Anyone with a basic understanding of American civics and history knows that this country is run on compromise.

And as Dennis points out in his piece, it really broke down only once before, almost exactly 150 years ago, with the election of "Black Lincoln".  At that moment, the slave holding South refused to accept a President elected without Southern votes and forced a showdown that ruptured the government and the nation.

The point of the piece obviously is that today we face a group of radicals who are willing to destroy the government - or at least its ability to function - rather than compromise with a President whose legitimacy they cannot accept.

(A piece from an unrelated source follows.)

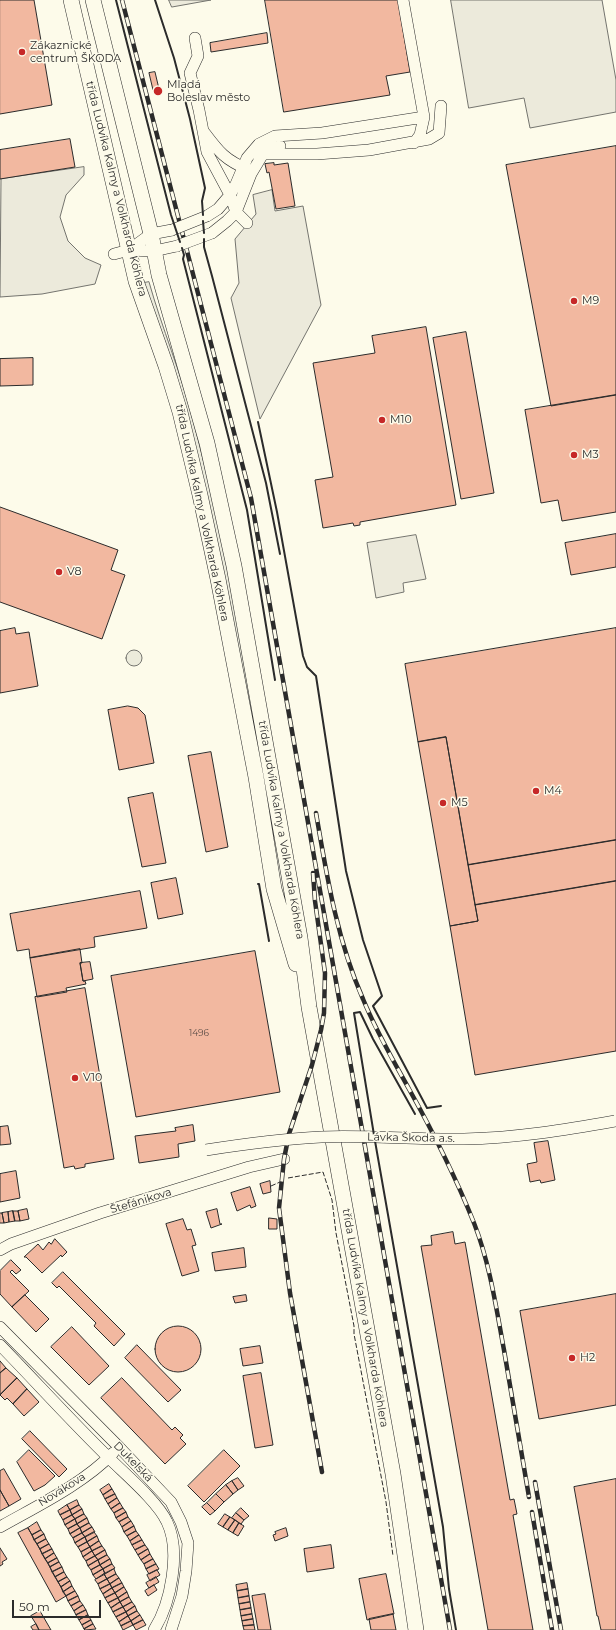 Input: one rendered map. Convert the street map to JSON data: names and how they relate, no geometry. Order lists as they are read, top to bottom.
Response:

Ezra Klein has a piece this morning where he notes that the Democrats are willing to accept a bad deal on the debt ceiling, because they desperately don't want the economy to implode.  The obvious, unsaid counterpoint is that the GOP really doesn't care if we plunge back into recession.

I cannot think of a time in American history where a political party in charge of something (as opposed to a minority party barking at the doors of power) has willfully embraced the possible collapse of the American economy for political reasons.  Even when Andrew Jackson killed the Second Bank of the US, he thought he was doing the right thing economically.

Today, the Tea Party caucus is proposing a House resolution demanding that should default occur, the President must fund creditors, the military and Social Security first.  That means everything else, from the FAA (already closed) to highway construction to the National Weather Service to national parks to the SEC to food inspections to farm subsidy payments to defense contracts to the FBI to... well, you get the idea... all of that would shut down.

For the first time, they seem to understand that maybe default WILL hurt.

And yet they welcome it just the same.  They are willing for the first time to default on our nation's debt, to ruin the credit worthiness of our country.  They are willing to do this despite an offer of $3T in spending cuts - including entitlements - and $1T in revenues (and no increase in marginal rates).

There is a strain of human thought that embraces chaos and disorder in the abstract.  Hence the popularity of Mad Max, zombie movies and other apocalyptic fare.  Everyone fancies himself John McClane.

But I have a hunch that when actually experienced, this becomes considerably less palatable.

That strain of thinking appears to motivate the Tea Party.  They seem to welcome the chaos and disorder that default will bring.

Just as the Fire Eaters of 1860 welcomed the chaos and disorder of civil war.

Keep that in mind as we tick down to the deadline.